Shanghai courts get tough on food safety violations
Fines for offenders have also been raised from 283,000 yuan to more than 3.74 million yuan on average. None of those convicted in the six cases judged on Monday received a suspended sentence, in contrast with six suspended sentences between 2011 and May 2013.
"Since the judicial explanation was published, Shanghai courts have abided by the principle of applying heavy penalties, while limiting the use of non-custodial sentences," said Zou Bihua, vice-president of the Shanghai High People's Court.
In one case, Zhou said, the defendant Zhang Ruguo received six years in prison for selling nearly seven tons of expired moonmakes, making a profit of more than 100,000 yuan.
Under the law, Zhang would have received no more than five years in prison if the court had considered only the amount of money involved, Zou said.

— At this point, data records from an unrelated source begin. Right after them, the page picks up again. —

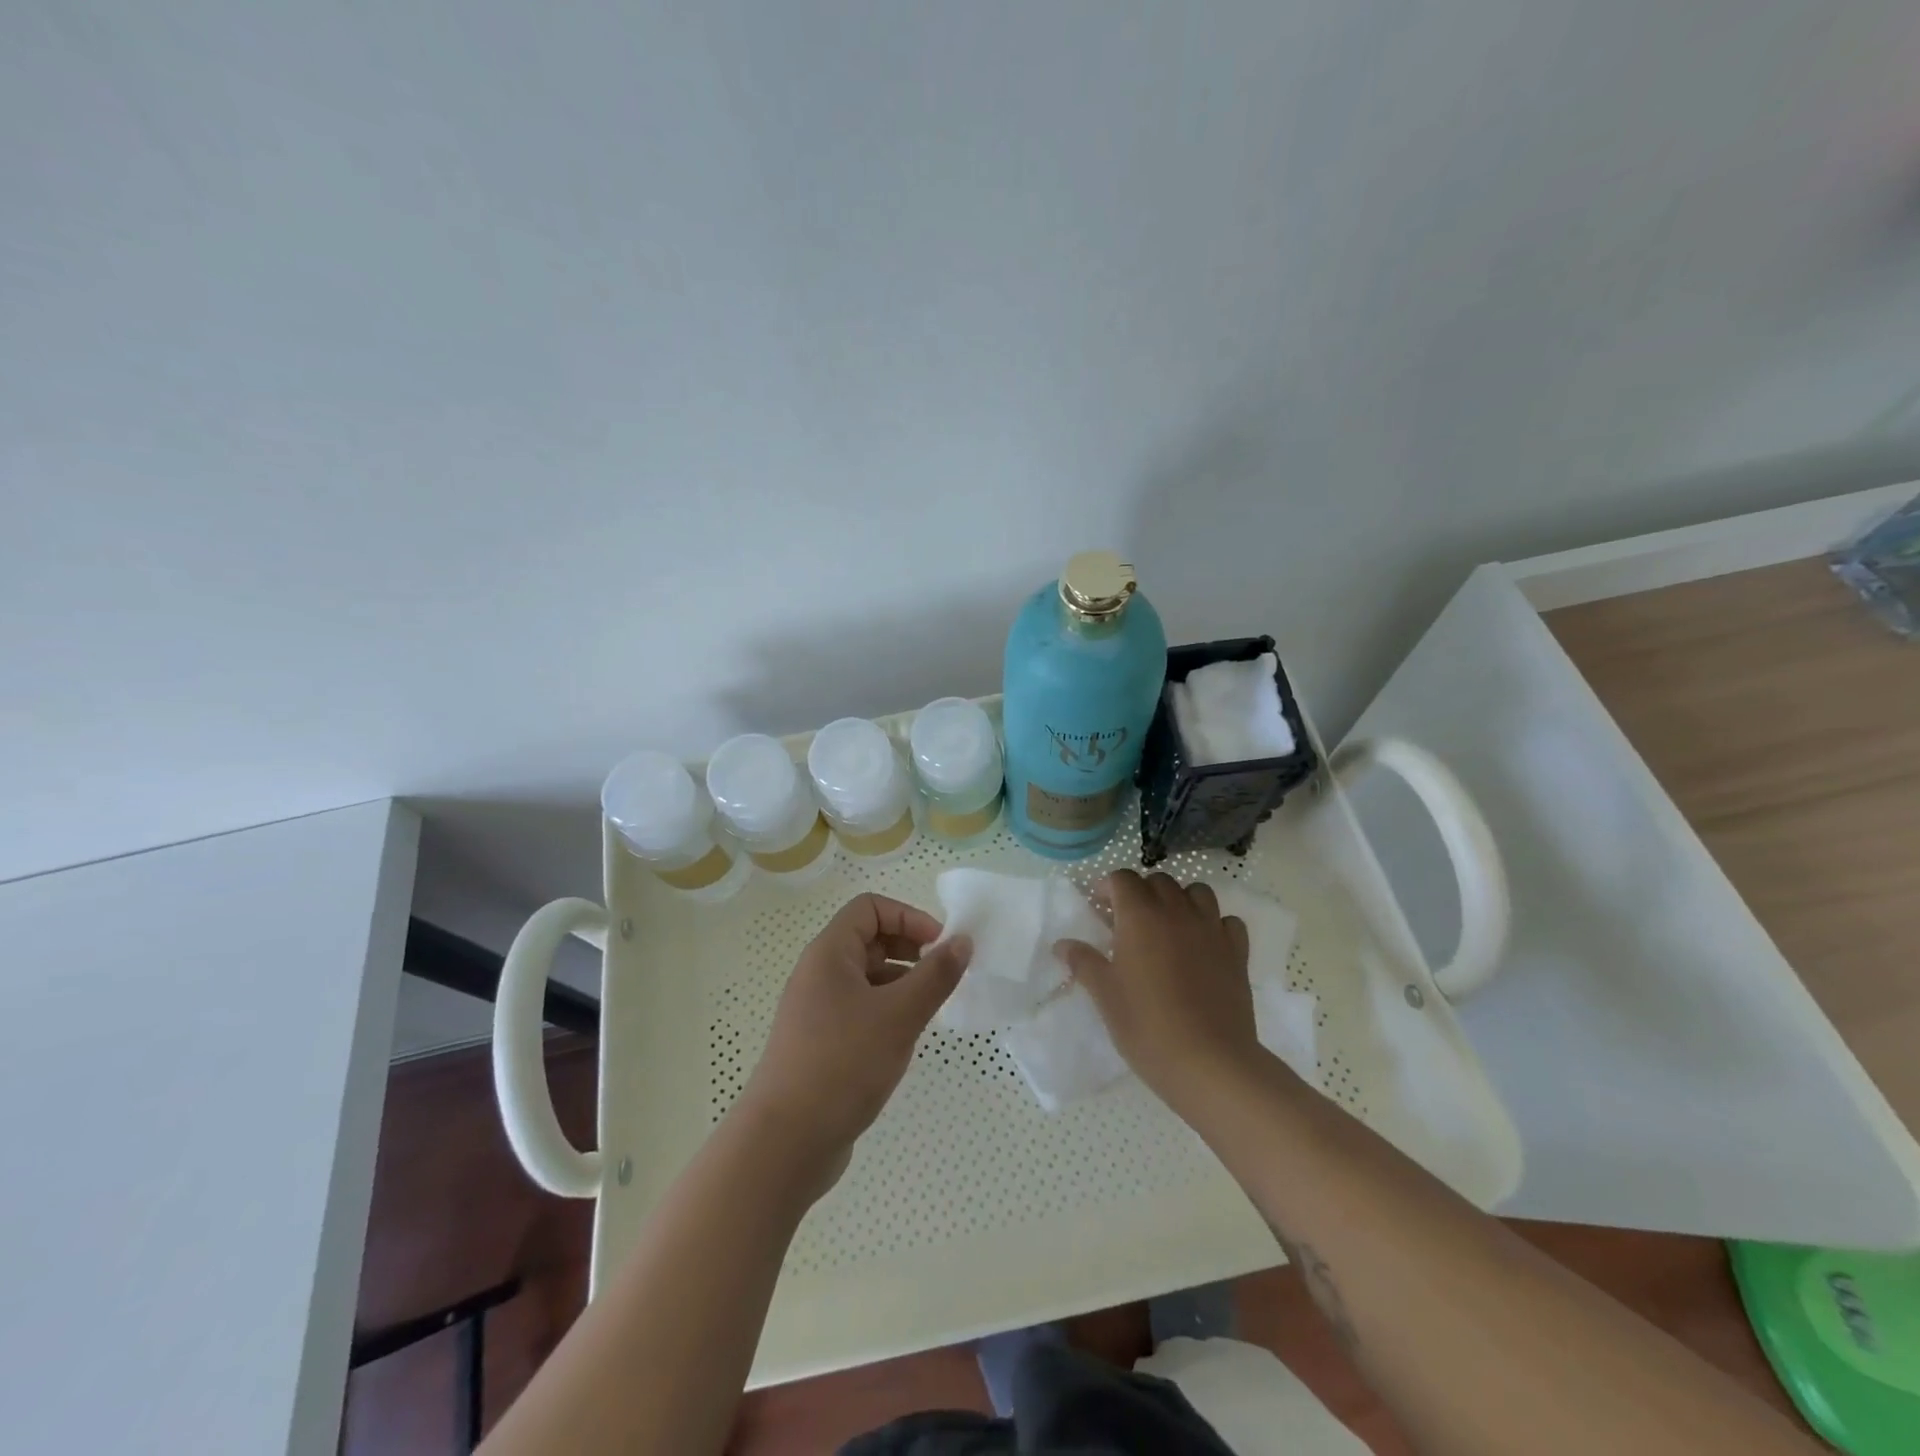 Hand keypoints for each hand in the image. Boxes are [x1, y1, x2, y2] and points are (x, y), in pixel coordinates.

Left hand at [737, 893, 970, 1189]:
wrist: (785, 1143)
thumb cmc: (842, 1064)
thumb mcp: (899, 1015)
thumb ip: (936, 975)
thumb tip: (962, 941)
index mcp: (829, 954)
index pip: (870, 908)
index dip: (908, 917)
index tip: (940, 946)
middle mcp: (818, 974)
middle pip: (868, 939)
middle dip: (909, 949)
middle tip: (941, 976)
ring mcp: (816, 1010)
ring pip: (866, 977)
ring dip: (901, 983)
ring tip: (929, 1010)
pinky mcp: (820, 1044)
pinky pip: (859, 1009)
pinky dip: (886, 1012)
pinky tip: (904, 1040)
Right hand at [1054, 870, 1256, 1102]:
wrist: (1209, 1062)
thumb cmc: (1146, 1025)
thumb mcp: (1105, 994)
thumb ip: (1083, 962)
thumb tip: (1062, 945)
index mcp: (1140, 916)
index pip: (1123, 879)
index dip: (1108, 887)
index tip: (1100, 908)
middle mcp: (1177, 912)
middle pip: (1159, 881)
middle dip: (1142, 892)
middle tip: (1129, 921)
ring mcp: (1212, 930)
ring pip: (1197, 892)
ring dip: (1180, 900)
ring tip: (1169, 927)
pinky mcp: (1237, 952)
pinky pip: (1227, 921)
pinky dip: (1214, 924)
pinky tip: (1204, 945)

"But the court felt that the costs involved in reselling the expired mooncakes were low, and the number of mooncakes sold indicated that many people had been harmed by the unhealthy food. So we identified this as a serious crime and gave him the sentence," Zou said.
When police previously raided small restaurants and found them selling food products containing prohibited ingredients, the fines were usually around 1,000 yuan, because the total amount of tainted food sold was hard to trace. But such fines have now been raised to between 40,000 and 50,000 yuan, Zou added.
Some legal experts have applauded the tougher sentences.
"Food safety is a basic element of daily life, and law enforcement agencies should have zero tolerance and work with other watchdogs to deter violators," said Qiu Baochang, head of the lawyers group of the China Consumers' Association.